--- Task ---
From top to bottom, write out the listing exactly.

--- Material for this exercise ---
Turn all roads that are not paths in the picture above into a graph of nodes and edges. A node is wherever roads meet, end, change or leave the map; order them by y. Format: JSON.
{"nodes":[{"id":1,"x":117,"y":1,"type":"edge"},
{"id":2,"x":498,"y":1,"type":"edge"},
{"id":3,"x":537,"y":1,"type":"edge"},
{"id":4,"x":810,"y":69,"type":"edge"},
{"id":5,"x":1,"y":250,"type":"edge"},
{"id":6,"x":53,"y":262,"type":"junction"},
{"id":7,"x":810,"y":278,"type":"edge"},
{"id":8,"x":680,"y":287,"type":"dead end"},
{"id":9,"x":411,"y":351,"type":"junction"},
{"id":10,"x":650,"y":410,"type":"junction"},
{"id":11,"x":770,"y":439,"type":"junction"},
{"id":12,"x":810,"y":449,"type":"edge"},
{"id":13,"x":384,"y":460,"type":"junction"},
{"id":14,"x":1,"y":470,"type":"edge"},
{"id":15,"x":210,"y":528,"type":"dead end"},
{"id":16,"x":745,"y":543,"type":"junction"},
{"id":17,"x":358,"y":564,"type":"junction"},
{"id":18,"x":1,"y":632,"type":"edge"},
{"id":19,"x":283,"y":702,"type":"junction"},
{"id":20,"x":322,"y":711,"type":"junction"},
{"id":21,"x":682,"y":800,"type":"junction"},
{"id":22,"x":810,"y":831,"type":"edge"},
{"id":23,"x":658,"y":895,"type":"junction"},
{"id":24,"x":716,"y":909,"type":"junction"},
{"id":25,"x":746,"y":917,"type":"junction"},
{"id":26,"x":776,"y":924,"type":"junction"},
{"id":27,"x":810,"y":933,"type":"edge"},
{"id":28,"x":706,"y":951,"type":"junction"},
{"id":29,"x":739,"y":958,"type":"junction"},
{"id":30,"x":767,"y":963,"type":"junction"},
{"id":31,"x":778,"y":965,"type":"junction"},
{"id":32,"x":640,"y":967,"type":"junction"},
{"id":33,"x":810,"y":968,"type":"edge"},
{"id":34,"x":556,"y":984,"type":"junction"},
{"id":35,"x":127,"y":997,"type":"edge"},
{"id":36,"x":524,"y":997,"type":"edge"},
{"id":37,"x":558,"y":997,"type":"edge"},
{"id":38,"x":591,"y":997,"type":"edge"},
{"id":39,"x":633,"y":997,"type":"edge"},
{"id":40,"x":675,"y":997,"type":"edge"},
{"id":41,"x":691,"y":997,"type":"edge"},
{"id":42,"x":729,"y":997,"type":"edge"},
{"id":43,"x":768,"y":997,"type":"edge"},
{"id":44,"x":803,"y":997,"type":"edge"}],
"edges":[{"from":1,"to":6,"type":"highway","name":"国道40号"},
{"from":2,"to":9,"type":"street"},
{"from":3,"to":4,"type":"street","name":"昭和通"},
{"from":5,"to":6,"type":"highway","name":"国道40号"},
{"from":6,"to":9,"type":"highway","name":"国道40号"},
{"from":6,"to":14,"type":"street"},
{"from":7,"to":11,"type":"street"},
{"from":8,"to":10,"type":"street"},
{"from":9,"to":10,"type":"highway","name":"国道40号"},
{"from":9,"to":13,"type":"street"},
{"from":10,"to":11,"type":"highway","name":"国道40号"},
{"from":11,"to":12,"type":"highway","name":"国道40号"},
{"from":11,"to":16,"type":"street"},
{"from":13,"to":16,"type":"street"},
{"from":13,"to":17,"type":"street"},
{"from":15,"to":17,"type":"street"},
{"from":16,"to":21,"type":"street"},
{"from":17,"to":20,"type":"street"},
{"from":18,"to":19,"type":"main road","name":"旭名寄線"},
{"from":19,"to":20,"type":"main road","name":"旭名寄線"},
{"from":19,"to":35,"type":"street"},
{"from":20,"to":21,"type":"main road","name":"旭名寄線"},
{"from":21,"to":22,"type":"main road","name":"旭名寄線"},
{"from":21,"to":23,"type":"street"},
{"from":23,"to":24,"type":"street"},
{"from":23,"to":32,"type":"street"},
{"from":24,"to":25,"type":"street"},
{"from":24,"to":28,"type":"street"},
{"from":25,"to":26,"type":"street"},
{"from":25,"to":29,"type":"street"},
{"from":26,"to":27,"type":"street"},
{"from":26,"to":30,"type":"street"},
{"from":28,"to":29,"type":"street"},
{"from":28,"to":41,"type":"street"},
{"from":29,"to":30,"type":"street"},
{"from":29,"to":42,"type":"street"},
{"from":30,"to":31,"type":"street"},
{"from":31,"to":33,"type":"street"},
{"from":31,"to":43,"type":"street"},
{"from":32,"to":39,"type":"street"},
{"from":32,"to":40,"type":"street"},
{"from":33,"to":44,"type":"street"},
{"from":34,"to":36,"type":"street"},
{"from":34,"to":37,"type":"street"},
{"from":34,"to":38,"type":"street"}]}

--- Your response ---
Turn all roads that are not paths in the picture above into a graph of nodes and edges. A node is wherever roads meet, end, change or leave the map; order them by y. Format: JSON.
{"nodes":[{"id":1,"x":117,"y":1,"type":"edge"},
{"id":2,"x":498,"y":1,"type":"edge"},
{"id":3,"x":537,"y":1,"type":"edge"},
{"id":4,"x":810,"y":69,"type":"edge"},
{"id":5,"x":1,"y":250,"type":"edge"},
{"id":6,"x":53,"y":262,"type":"junction"},
{"id":7,"x":810,"y":278,"type":"edge"},
{"id":8,"x":680,"y":287,"type":"dead end"},
{"id":9,"x":411,"y":351,"type":"junction"},
{"id":10,"x":650,"y":410,"type":"junction"},
{"id":11,"x":770,"y":439,"type":"junction"},
{"id":12,"x":810,"y":449,"type":"edge"},
{"id":13,"x":384,"y":460,"type":"junction"},
{"id":14,"x":1,"y":470,"type":"edge"},
{"id":15,"x":210,"y":528,"type":"dead end"},
{"id":16,"x":745,"y":543,"type":"junction"},
{"id":17,"x":358,"y":564,"type":"junction"},
{"id":18,"x":1,"y":632,"type":"edge"},
{"id":19,"x":283,"y":702,"type":"junction"},
{"id":20,"x":322,"y":711,"type":"junction"},
{"id":21,"x":682,"y":800,"type":"junction"},
{"id":22,"x":810,"y":831,"type":"edge"},
{"id":23,"x":658,"y":895,"type":"junction"},
{"id":24,"x":716,"y":909,"type":"junction"},
{"id":25,"x":746,"y":917,"type":"junction"},
{"id":26,"x":776,"y":924,"type":"junction"},
{"id":27,"x":810,"y":933,"type":"edge"},
{"id":28,"x":706,"y":951,"type":"junction"},
{"id":29,"x":739,"y":958,"type":"junction"},
{"id":30,"x":767,"y":963,"type":"junction"},
{"id":31,"x":778,"y":965,"type":"junction"},
{"id":32,"x":640,"y":967,"type":"junction"},
{"id":33,"x":810,"y":968,"type":"edge"},
{"id":34,"x":556,"y":984,"type":"junction"},
{"id":35,"x":127,"y":997,"type":"edge"},
{"id":36,"x":524,"y":997,"type":"edge"},
{"id":37,"x":558,"y":997,"type":"edge"},
{"id":38,"x":591,"y":997,"type":"edge"},
{"id":39,"x":633,"y":997,"type":"edge"},
{"id":40,"x":675,"y":997,"type":"edge"},
{"id":41,"x":691,"y":997,"type":"edge"},
{"id":42,"x":729,"y":997,"type":"edge"},
{"id":43,"x":768,"y":997,"type":"edge"},
{"id":44,"x":803,"y":997,"type":"edge"}],
"edges":[{"from":1,"to":6,"type":"highway","name":"国道40号"},
{"from":2,"to":9,"type":"street"},
{"from":3,"to":4,"type":"street","name":"昭和通"},
{"from":5,"to":6,"type":"highway","name":"国道40号"},
{"from":6,"to":9,"type":"highway","name":"国道40号"},
{"from":6,"to":14,"type":"street"},
{"from":7,"to":11,"type":"street"},
{"from":8,"to":10,"type":"street"},
{"from":9,"to":10,"type":"highway","name":"国道40号"},
{"from":9,"to":13,"type":"street"},
{"from":10,"to":11,"type":"highway","name":"国道40号"},
{"from":11,"to":12,"type":"highway","name":"国道40号"},
{"from":11,"to":16,"type":"street"},
{"from":13,"to":16,"type":"street"},
{"from":13,"to":17,"type":"street"},
{"from":15,"to":17,"type":"street"},
{"from":16,"to":21,"type":"street"},
{"from":17,"to":20,"type":"street"},
{"from":18,"to":19,"type":"main road","name":"旭名寄線"},
{"from":19,"to":20,"type":"main road","name":"旭名寄線"},
{"from":19,"to":35,"type":"street"},
{"from":20,"to":21,"type":"main road","name":"旭名寄線"},
{"from":21,"to":22,"type":"main road","name":"旭名寄線"},
{"from":21,"to":23,"type":"street"},
{"from":23,"to":24,"type":"street"},
{"from":23,"to":32,"type":"street"},
{"from":24,"to":25,"type":"street"},
{"from":24,"to":28,"type":"street"},
{"from":25,"to":26,"type":"street"},
{"from":25,"to":29,"type":"street"},
{"from":26,"to":27,"type":"street"},
{"from":26,"to":30,"type":"street"},
{"from":28,"to":29,"type":"street"},
{"from":28,"to":41,"type":"street"},
{"from":29,"to":30,"type":"street"},
{"from":29,"to":42,"type":"street"},
{"from":30,"to":31,"type":"street"},
{"from":31,"to":33,"type":"street"},
{"from":31,"to":43,"type":"street"},
{"from":32,"to":39,"type":"street"},
{"from":32,"to":40,"type":"street"},
{"from":33,"to":44,"type":"street"},
{"from":34,"to":36,"type":"street"},
{"from":34,"to":37,"type":"street"},
{"from":34,"to":38,"type":"street"}]}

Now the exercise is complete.